If a pipe has fully collapsed — meaning the cross-section has been crushed or the pipe wall has caved in completely — relining is not possible. That requires excavation. We will tell you which situation you have after the CCTV survey, not before.

How Drain Relining Works

  1. CCTV survey: We run a camera through the affected drain to locate the damage, measure the affected section, and confirm the pipe diameter and profile. The survey cost is set against the job if you proceed with relining.
  2. Cleaning and preparation: The drain is high-pressure jetted and descaled to remove all debris, root material, and loose scale. The liner must bond to a clean pipe wall.
  3. Liner preparation: A felt tube is saturated with two-part epoxy or polyester resin. The tube is sized to the measured pipe diameter and length.
  4. Installation: The resin-impregnated liner is winched or inverted into position inside the existing pipe. An inflatable bladder expands it firmly against the pipe wall.
  5. Curing: The resin cures to form a hard, continuous lining approximately 6 mm thick. Curing method depends on the resin type — ambient, hot water, or UV. Most residential jobs complete in a few hours.
  6. Final CCTV inspection: We run the camera again to confirm the liner is correctly seated, the joint is fully sealed, and full bore is restored.

Why Derby Homes Need It More Than Newer Cities

Much of Derby's housing was built before PVC drainage became standard in the 1970s. Sinfin, Normanton, Littleover, Spondon, and the city's Victorian terraces all sit on original clay drainage that is 50–120 years old. Clay performs well structurally for decades, but the socket-and-spigot joints are vulnerable: ground movement shifts them over time, and mature tree roots from Derby's street trees find those gaps.

A Victorian terrace with a tree-root blockage every spring is almost always a candidate for relining. The root has a permanent entry point, and jetting it clear each year is more expensive over five years than relining the affected section once.

What It Costs

Drain relining is priced per metre of pipe lined, following the CCTV survey. The factors that affect the price are the diameter of the pipe, the length of the section to be lined, and access. We give you a fixed quote after the survey — no surprises. The survey cost is credited against the job if you proceed.

There is no call-out charge for the initial assessment.

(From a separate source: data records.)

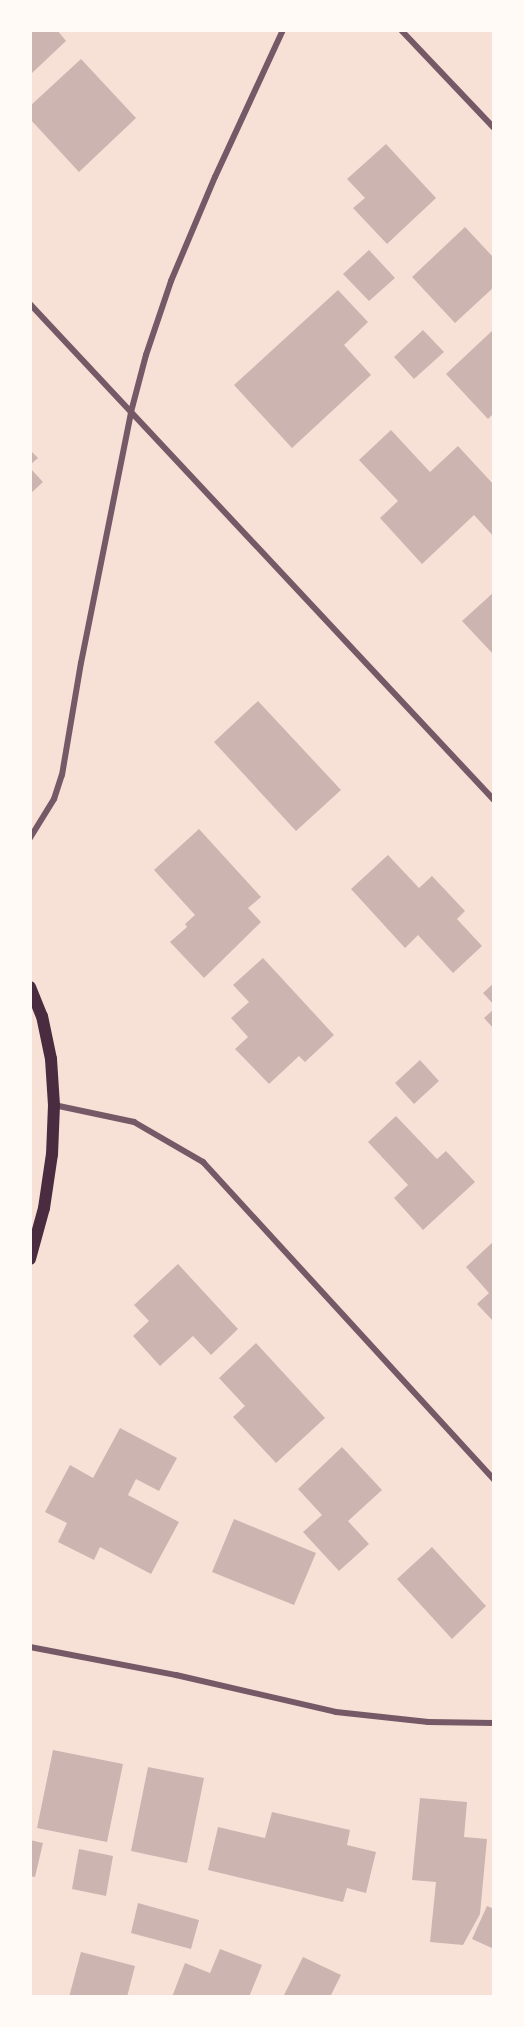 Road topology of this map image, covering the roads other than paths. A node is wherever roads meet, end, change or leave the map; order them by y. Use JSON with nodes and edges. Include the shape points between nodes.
{"nodes":[{"id":1,"x":283,"y":30,"type":"edge"},
{"id":2,"x":401,"y":30,"type":"edge"},
{"id":3,"x":494,"y":128,"type":"edge"},
{"id":4,"x":30,"y":304,"type":"edge"},
{"id":5,"x":131,"y":412,"type":"junction"},
{"id":6,"x":494,"y":800,"type":"edge"},
{"id":7,"x":30,"y":838,"type":"edge"},
{"id":8,"x":30,"y":987,"type":"edge"},
{"id":9,"x":54,"y":1105,"type":"junction"},
{"id":10,"x":30,"y":1259,"type":"edge"},
{"id":11,"x":494,"y":1480,"type":"edge"},
{"id":12,"x":30,"y":1647,"type":"edge"},
{"id":13,"x":494,"y":1723,"type":"edge"}],
"edges":[{"from":1,"to":5,"type":"street","via":[[171,281]]},
{"from":2,"to":3,"type":"street"},
{"from":4,"to":5,"type":"street"},
{"from":5,"to":6,"type":"street"},
{"from":5,"to":7,"type":"street","via":[[62,775],[54,799]]},
{"from":8,"to":9,"type":"main road","via":[[42,1016],[51,1059]]},
{"from":9,"to":10,"type":"main road","via":[[44,1208]]},
{"from":9,"to":11,"type":"street","via":[[134,1122],[203,1162]]},
{"from":12,"to":13,"type":"street","via":[[176,1674],[336,1712],[428,1722]]}]}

Call us to discuss your drain problem and we can advise whether relining is likely to be the right approach before you commit to anything.

Related services: CCTV Drain Survey · Collapsed Drain Repair · Drainage Repairs

Areas We Cover

Not sure if we cover your area? Call us — we serve all of Derby and surrounding Derbyshire.

Frequently Asked Questions

How long does a relined drain last?
A properly cured CIPP liner has an expected service life of 50 years or more. The resin forms a jointless, smooth-bore pipe within the old one — there are no entry points for roots and no joints to shift. The liner is harder and chemically more resistant than the original clay.
Will you need to dig anything up?
In most cases, no. The liner is inserted through an existing access point — a manhole, inspection chamber, or a small access point we open at one end of the affected section. The only exception is if there is no accessible chamber and we need to create one, which is a minor excavation compared to a full pipe replacement.
Is relining cheaper than replacing the pipe?
Almost always, once you account for reinstatement. Replacing a clay drain beneath a block-paved driveway means breaking up the paving, excavating, replacing the pipe, backfilling, and relaying the surface. That work routinely costs three to five times more than relining the same section. Relining is priced per metre of pipe lined, following the CCTV survey.
Can you reline a drain that has tree roots in it?
Yes — root masses are cut and cleared first using a jetting cutter or mechanical chain flail, then the cleaned pipe is lined. The cured liner seals all the joints in the lined section, so roots cannot re-enter through the same entry points. If roots are coming from multiple joints along a long run, lining the whole affected section is more cost-effective than clearing each joint individually every year.